A measurable space ${\displaystyle (X,\Sigma )}$  is said to be "standard Borel" if there exists a metric on ${\displaystyle X}$  that makes it a complete separable metric space in such a way that ${\displaystyle \Sigma }$  is then the Borel σ-algebra.^[1] Standard Borel spaces have several useful properties that do not hold for general measurable spaces.

• If ${\displaystyle (X,\Sigma )}$  and ${\displaystyle (Y,T)}$  are standard Borel then any bijective measurable mapping ${\displaystyle f:(X,\Sigma )\to (Y,\mathrm {T} )}$  is an isomorphism (that is, the inverse mapping is also measurable). This follows from Souslin's theorem, as a set that is both analytic and coanalytic is necessarily Borel.
• If ${\displaystyle (X,\Sigma )}$  and ${\displaystyle (Y,T)}$  are standard Borel spaces and ${\displaystyle f:X\to Y}$  then ${\displaystyle f}$  is measurable if and only if the graph of ${\displaystyle f}$  is Borel.
• The product and direct union of a countable family of standard Borel spaces are standard.
• Every complete probability measure on a standard Borel space turns it into a standard probability space.

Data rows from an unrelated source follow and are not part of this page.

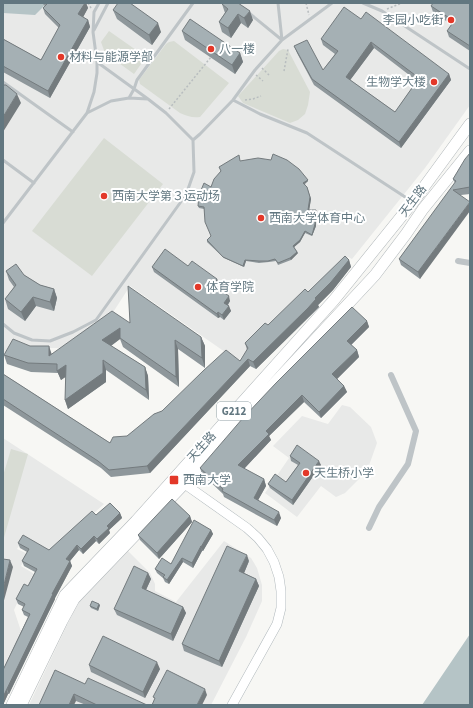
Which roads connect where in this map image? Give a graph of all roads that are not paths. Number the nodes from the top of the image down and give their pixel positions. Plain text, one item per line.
1 (99, 3) edge
2 (108, 3) edge
3 (193, 3) edge
4 (278, 3) edge
5 (332, 3) edge
6 (363, 3) edge
7 (248, 12) edge
8 (93, 32) junction
9 (282, 40) junction
10 (97, 62) junction
11 (470, 69) edge
12 (3, 82) edge
13 (134, 89) junction
14 (128, 98) junction
15 (148, 99) junction
16 (233, 100) junction
17 (87, 113) junction
18 (470, 124) edge
19 (73, 132) junction
20 (193, 140) junction
21 (470, 151) edge
22 (3, 160) edge
23 (34, 182) junction
24 (413, 202) junction
25 (423, 209) junction
26 (3, 223) edge
27 (458, 261) dead end
28 (470, 263) edge
29 (3, 324) edge
30 (391, 375) dead end
31 (180, 481) junction
32 (369, 528) dead end
33 (12, 705) edge
34 (21, 705) edge
35 (232, 705) edge

1 - 8 lane
2 - 8 lane
3 - 13 lane
4 - 9 lane
5 - 9 lane
6 - 11 lane
7 - 9 lane
8 - 10 lane
9 - 16 lane
10 - 13 lane
10 - 17 lane
12 - 19 lane
13 - 14 lane
13 - 15 lane
14 - 15 lane
14 - 17 lane
15 - 20 lane
16 - 20 lane
16 - 24 lane
17 - 19 lane
18 - 24 highway, 天生路 / G212
19 - 23 lane
20 - 29 lane
21 - 25 highway, 天生路 / G212
22 - 23 lane
23 - 26 lane
24 - 25 lane
24 - 31 highway, 天生路 / G212
25 - 31 highway, 天生路 / G212
27 - 28 street
30 - 32 street
31 - 33 highway, 天生路 / G212
31 - 34 highway, 天生路 / G212
31 - 35 street

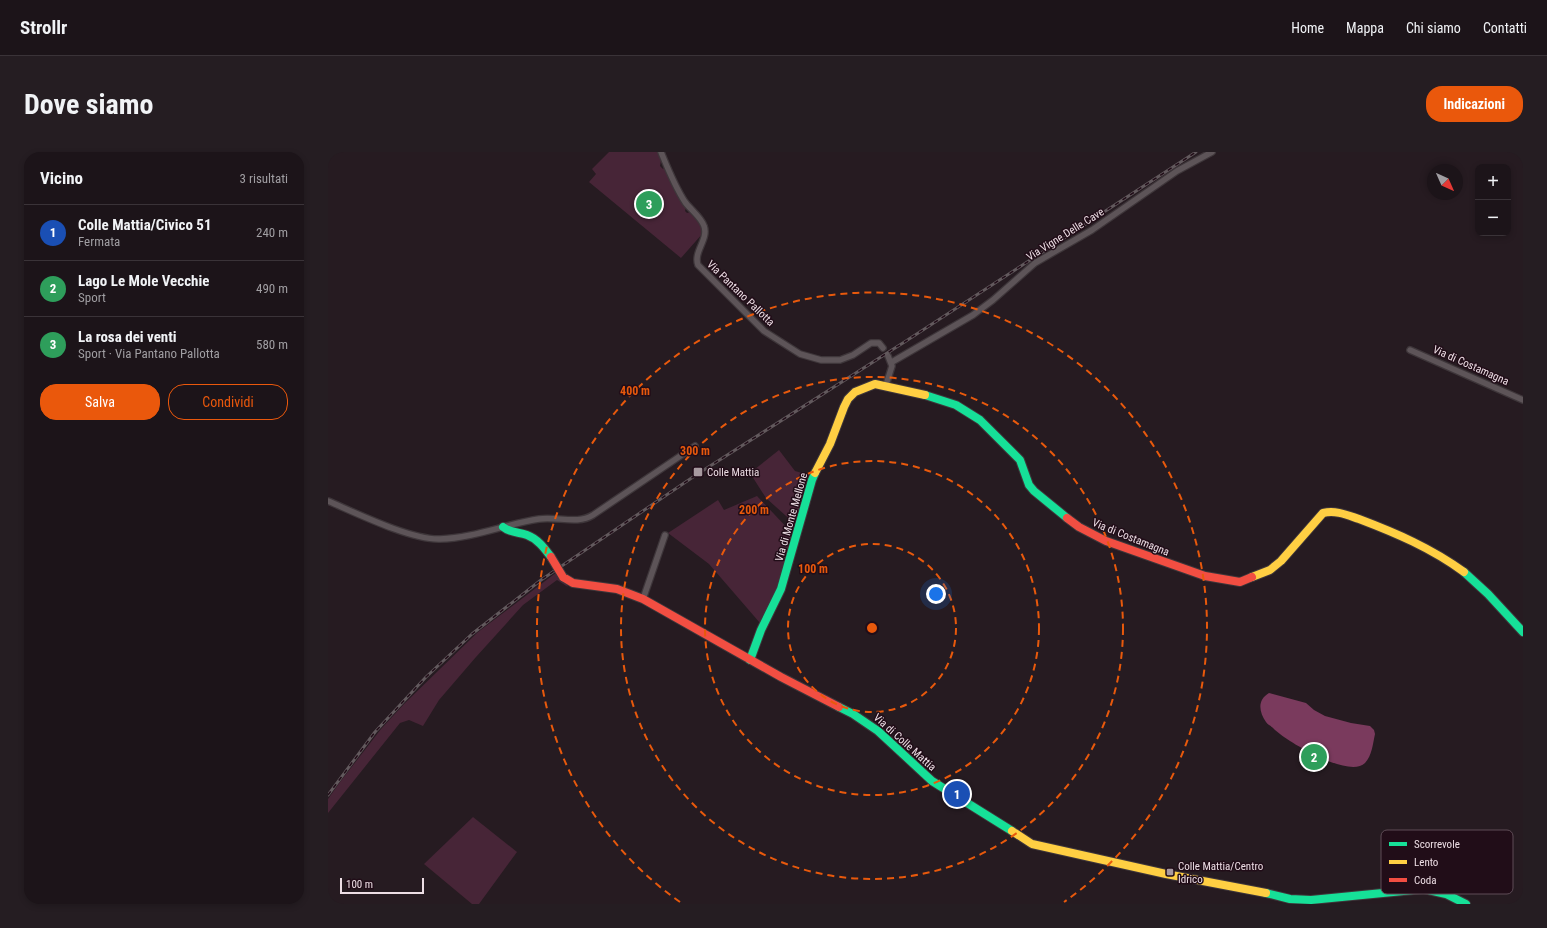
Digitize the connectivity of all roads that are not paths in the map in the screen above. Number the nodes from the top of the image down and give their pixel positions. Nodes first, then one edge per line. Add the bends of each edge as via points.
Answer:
1 (662, 152) edge
2 (1212, 152) edge
3 (883, 348) dead end
4 (1410, 350) dead end
5 (888, 356) dead end
6 (892, 362) junction
7 (886, 385) junction
8 (1523, 400) edge
9 (695, 446) dead end
10 (328, 501) edge
11 (503, 527) junction
12 (665, 535) dead end
13 (643, 599) junction
14 (1523, 632) edge
15 (750, 660) junction
16 (1381, 893) edge
17 (1446, 894) edge
18 (1466, 904) edge

1 - 3 street, Via Pantano Pallotta via 681,195 704,227 697,258 698,265 764,331 797,352 821,360 846,358 873,342 879,343
2 - 6 street, Via Vigne Delle Cave via 1177,171 1092,230 1035,263 994,300 973,315
4 - 8 street, Via di Costamagna
5 - 6 street
6 - 7 street
7 - 14 street, Via di Costamagna via 944,400 976,417 1020,460 1029,485 1036,493 1085,531 1106,541 1210,578 1240,582 1273,568 1325,512 1344,514 1370,522 1424,547 1469,576
7 - 15 street, Via di Monte Mellone via 866,386 852,395 845,405 813,478 781,589
9 - 11 street via 589,517 577,520 544,518
10 - 11 street via 388,526 427,538 451,538
11 - 13 street, Via di Colle Mattia, bridge via 534,538 563,577 573,583 617,589
12 - 13 street
13 - 15 street, Via di Colle Mattia
15 - 16 street, Via di Colle Mattia via 864,720 932,781 1032,844 1293,900
17 - 18 street, Via di Colle Mattia

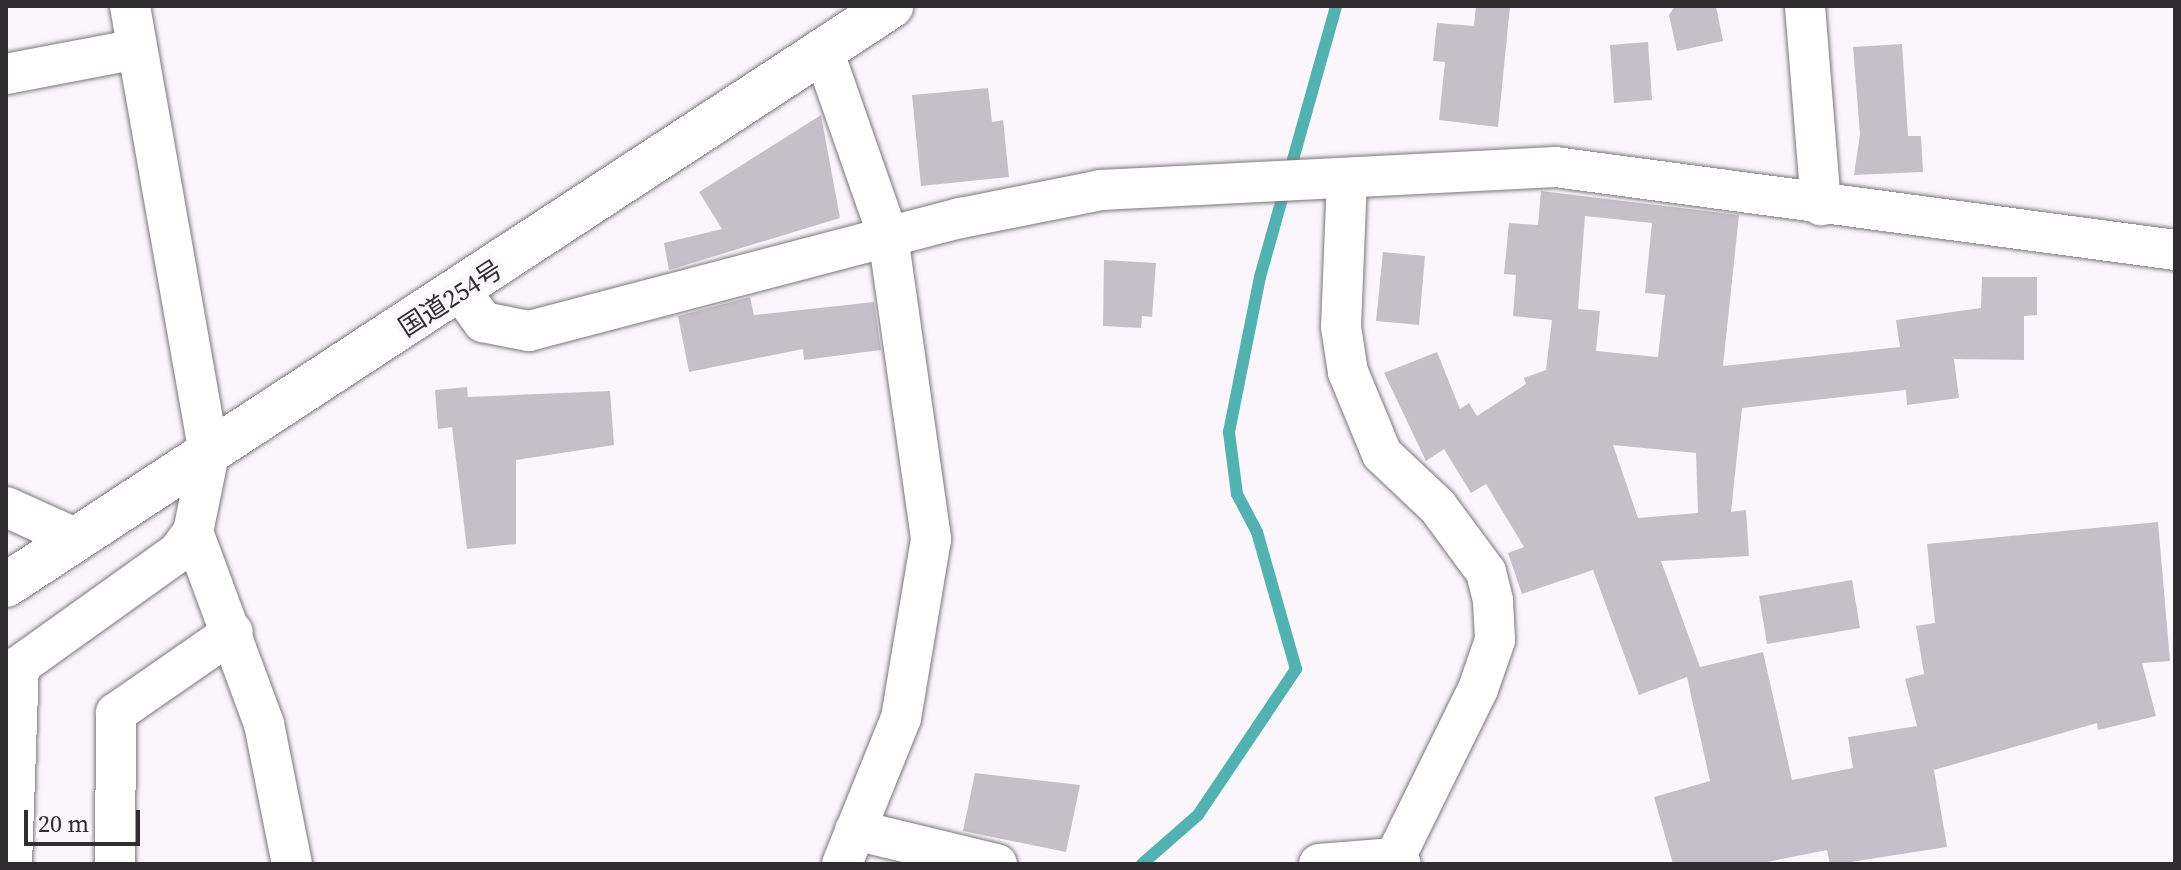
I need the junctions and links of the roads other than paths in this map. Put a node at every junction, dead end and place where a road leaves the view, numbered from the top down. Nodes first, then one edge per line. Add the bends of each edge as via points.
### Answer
1 (130, 6) edge
2 (891, 6) edge
3 (1805, 6) edge
4 (137, 49) junction
5 (824, 53) junction
6 (6, 74) edge
7 (1347, 178) junction
8 (1821, 205) junction
9 (888, 236) junction
10 (2175, 250) edge
11 (462, 293) junction
12 (209, 454) junction
13 (6, 507) edge
14 (193, 532) junction
15 (77, 539) junction
16 (6, 585) edge
17 (233, 632) junction
18 (848, 847) edge
19 (1398, 861) edge
20 (12, 864) edge
21 (115, 864) edge
22 (292, 864) edge
23 (997, 864) edge
24 (1319, 864) edge

1 - 4 street
2 - 5 highway, 国道254号
3 - 8 street
4 - 6 street
4 - 12 street
5 - 9 street
5 - 11 highway, 国道254号
7 - 8 street via 1555,167
7 - 9 street via 1101,190
7 - 19 street via 1341,327 1348,372 1382,454 1438,507 1486,572 1493,601 1495,640 1478,689
8 - 10 street
9 - 11 street via 529,331 483,322
9 - 18 street via 931,539 913,670
11 - 12 highway, 国道254号
12 - 14 street
12 - 15 highway, 国道254号
13 - 15 street
14 - 17 street
14 - 20 street via 178,552 19,666
15 - 16 highway, 国道254号
17 - 21 street via 116,713
17 - 22 street via 264,724
18 - 23 street
19 - 24 street

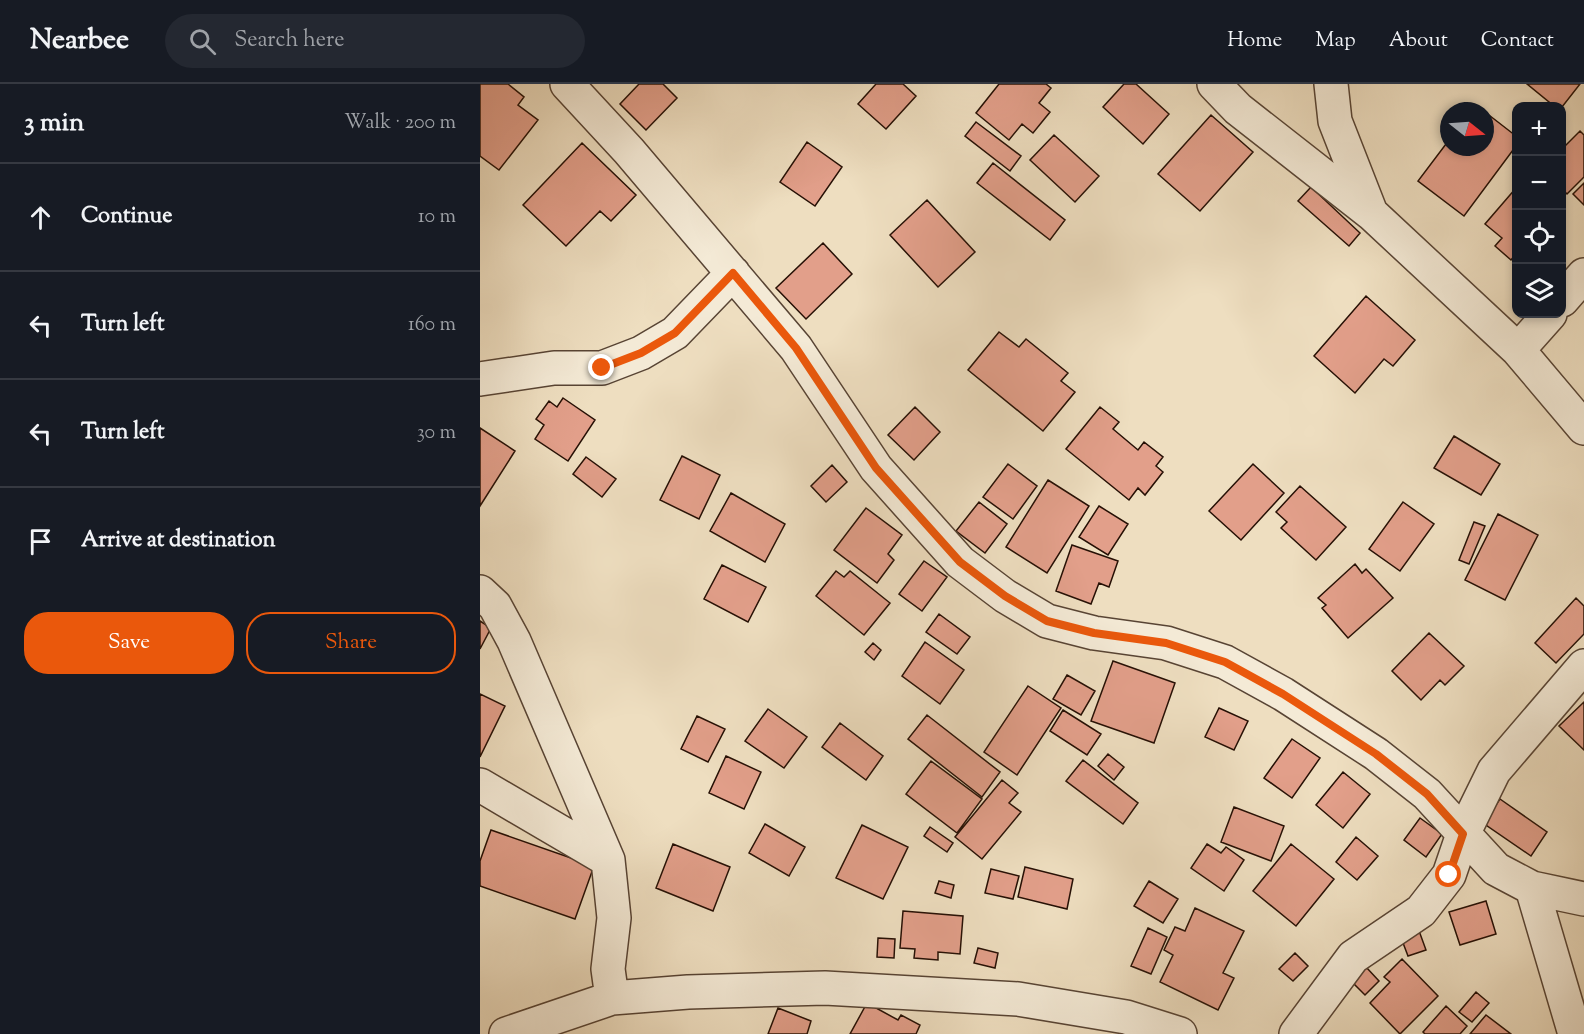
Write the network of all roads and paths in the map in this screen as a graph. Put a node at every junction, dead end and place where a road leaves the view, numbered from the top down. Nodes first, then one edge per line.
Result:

Theorem. Let ${\displaystyle X}$  be a Polish space, that is, a topological space such that there is a metric ${\displaystyle d}$  on ${\displaystyle X}$  that defines the topology of ${\displaystyle X}$  and that makes ${\displaystyle X}$  a complete separable metric space. Then ${\displaystyle X}$  as a Borel space is Borel isomorphic to one of (1) ${\displaystyle \mathbb {R} ,}$  (2) ${\displaystyle \mathbb {Z} }$  or (3) a finite discrete space. (This result is reminiscent of Maharam's theorem.)

It follows that a standard Borel space is characterized up to isomorphism by its cardinality,^[2] and that any uncountable standard Borel space has the cardinality of the continuum.

Borel isomorphisms on standard Borel spaces are analogous to homeomorphisms on topological spaces: both are bijective and closed under composition, and a homeomorphism and its inverse are both continuous, instead of both being only Borel measurable.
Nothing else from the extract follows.